* DIRECTIONS FOR THIS TASK *
On every line of the listing, check for "main"; copy the lines that have it.

━━━━━━━━━━━━━━━━━━━━

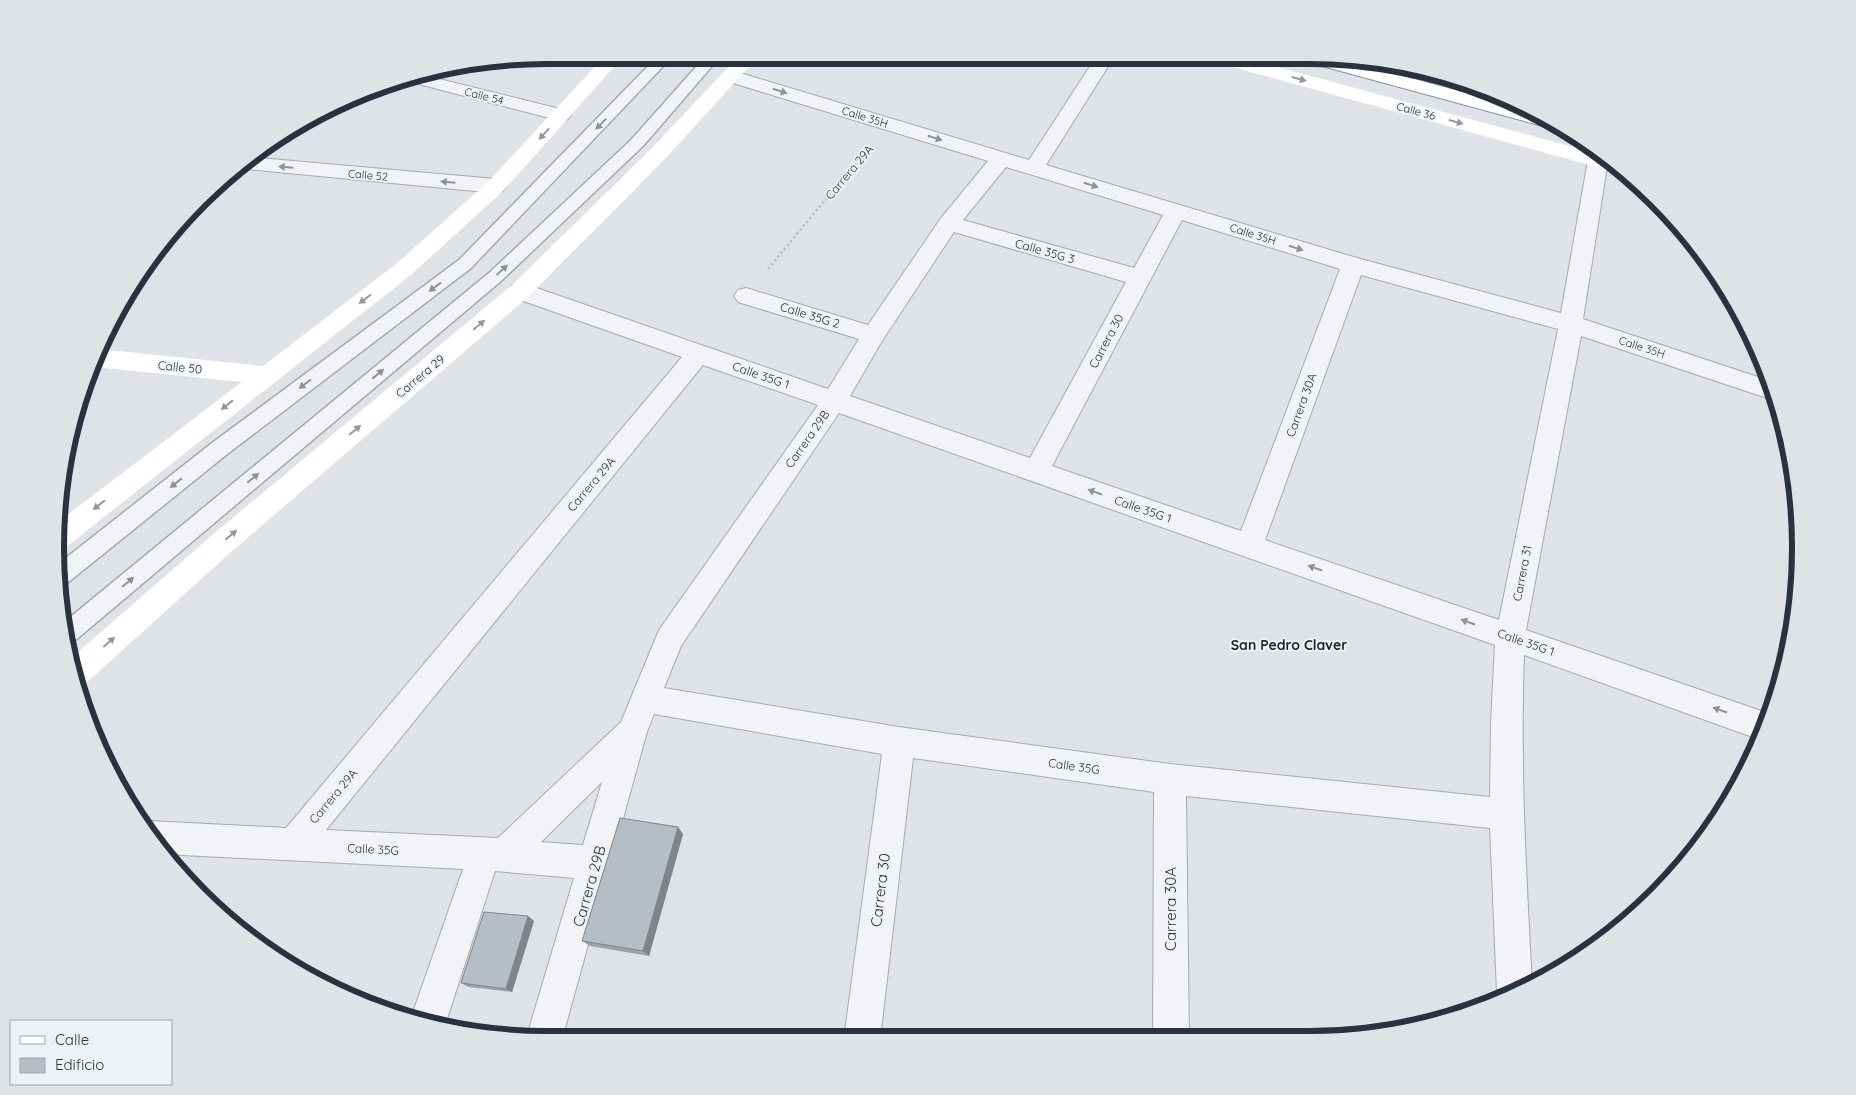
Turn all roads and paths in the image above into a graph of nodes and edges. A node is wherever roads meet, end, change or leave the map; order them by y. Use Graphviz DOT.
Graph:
graph roads {
  1 [pos="607,64"];
  2 [pos="658,64"];
  3 [pos="707,64"];
  4 [pos="743,64"];
  5 [pos="1101,64"];
  6 [pos="1247,64"];
  7 [pos="1340,65"];
  8 [pos="733,77"];
  9 [pos="421,80"];
  10 [pos="561,115"];
  11 [pos="1528,117"];
  12 [pos="888,124"];
  13 [pos="1002,158"];
  14 [pos="1599,161"];
  15 [pos="253,164"];
  16 [pos="1605,166"];
  17 [pos="1034,168"];
  18 [pos="496,186"];
  19 [pos="1176,211"];
  20 [pos="949,223"];
  21 [pos="1353,265"];
  22 [pos="1140,278"];
  23 [pos="520,291"];
  24 [pos="746,296"];
  25 [pos="1571,324"];
  26 [pos="874,335"];
  27 [pos="700,353"];
  28 [pos="103,359"];
  29 [pos="266,375"];
  30 [pos="1765,387"];
  31 [pos="834,401"];
  32 [pos="1036,471"];
  33 [pos="64,532"];
  34 [pos="1249,546"];
  35 [pos="65,572"];
  36 [pos="71,630"];
  37 [pos="1510,637"];
  38 [pos="79,669"];
  39 [pos="645,699"];
  40 [pos="1758,724"];
  41 [pos="632,732"];
  42 [pos="899,742"];
  43 [pos="1170,778"];
  44 [pos="1506,814"];
  45 [pos="161,838"];
  46 [pos="293,844"];
  47 [pos="494,855"];
  48 [pos="596,863"];
  49 [pos="1515,984"];
  50 [pos="430,1017"];
  51 [pos="546,1031"];
  52 [pos="863,1031"];
  53 [pos="1171,1031"];
  1 -- 10 [label="main road"];
  2 -- 35 [label="lane, one-way"];
  36 -- 3 [label="lane, one-way"];
  4 -- 8 [label="main road, Carrera 29"];
  5 -- 17 [label="street"];
  6 -- 14 [label="main road, Calle 36, one-way"];
  7 -- 11 [label="main road"];
  8 -- 12 [label="street, Calle 35H, one-way"];
  8 -- 23 [label="main road, Carrera 29"];
  9 -- 10 [label="street, Calle 54"];
  10 -- 18 [label="main road, one-way"];
  12 -- 13 [label="street, Calle 35H, one-way"];
  12 -- 24 [label="path, Carrera 29A"];
  13 -- 17 [label="street, Calle 35H"];
  13 -- 20 [label="street, Carrera 29B"];
  18 -- 15 [label="street, Calle 52, one-way"];
  16 -- 25 [label="street, Carrera 31"];
  17 -- 19 [label="street, Calle 35H, one-way"];
  18 -- 29 [label="main road, one-way"];
  19 -- 21 [label="street, Calle 35H, one-way"];
  19 -- 22 [label="street, Carrera 30"];
  20 -- 22 [label="street, Calle 35G 3"];
  20 -- 26 [label="street, Carrera 29B"];
  21 -- 25 [label="street, Calle 35H"];
  21 -- 34 [label="street, Carrera 30A"];
  22 -- 32 [label="street, Carrera 30"];
  23 -- 27 [label="street, Calle 35G 1"];
  38 -- 23 [label="main road, Carrera 29, one-way"];
  24 -- 26 [label="street, Calle 35G 2"];
  25 -- 30 [label="street, Calle 35H"];
  25 -- 37 [label="street, Carrera 31"];
  26 -- 31 [label="street, Carrera 29B"];
  27 -- 31 [label="street, Calle 35G 1"];
  27 -- 46 [label="street, Carrera 29A"];
  28 -- 29 [label="main road, Calle 50"];
  29 -- 33 [label="main road, one-way"];
  31 -- 32 [label="street, Calle 35G 1"];
  31 -- 39 [label="street, Carrera 29B"];
  34 -- 32 [label="street, Calle 35G 1, one-way"];
  37 -- 34 [label="street, Calle 35G 1, one-way"];
  40 -- 37 [label="street, Calle 35G 1, one-way"];
  37 -- 44 [label="street, Carrera 31"];
  39 -- 41 [label="street, Carrera 29B"];
  39 -- 42 [label="street, Calle 35G"];
  41 -- 47 [label="street, Carrera 29B"];
  41 -- 48 [label="street, Carrera 29B"];
  42 -- 43 [label="street, Calle 35G"];
  42 -- 52 [label="street, Carrera 30"];
  43 -- 44 [label="street, Calle 35G"];
  43 -- 53 [label="street, Carrera 30A"];
  44 -- 49 [label="street, Carrera 31"];
  45 -- 46 [label="street, Calle 35G"];
  46 -- 47 [label="street, Calle 35G"];
  47 -- 48 [label="street, Calle 35G"];
  47 -- 50 [label="street"];
  48 -- 51 [label="street, Carrera 29B"];
}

━━━━━━━━━━━━━━━━━━━━

* SOLUTION TO THIS TASK *
  1 -- 10 [label="main road"];
  4 -- 8 [label="main road, Carrera 29"];
  6 -- 14 [label="main road, Calle 36, one-way"];
  7 -- 11 [label="main road"];
  8 -- 23 [label="main road, Carrera 29"];
  10 -- 18 [label="main road, one-way"];
  18 -- 29 [label="main road, one-way"];
  38 -- 23 [label="main road, Carrera 29, one-way"];
  28 -- 29 [label="main road, Calle 50"];
  29 -- 33 [label="main road, one-way"];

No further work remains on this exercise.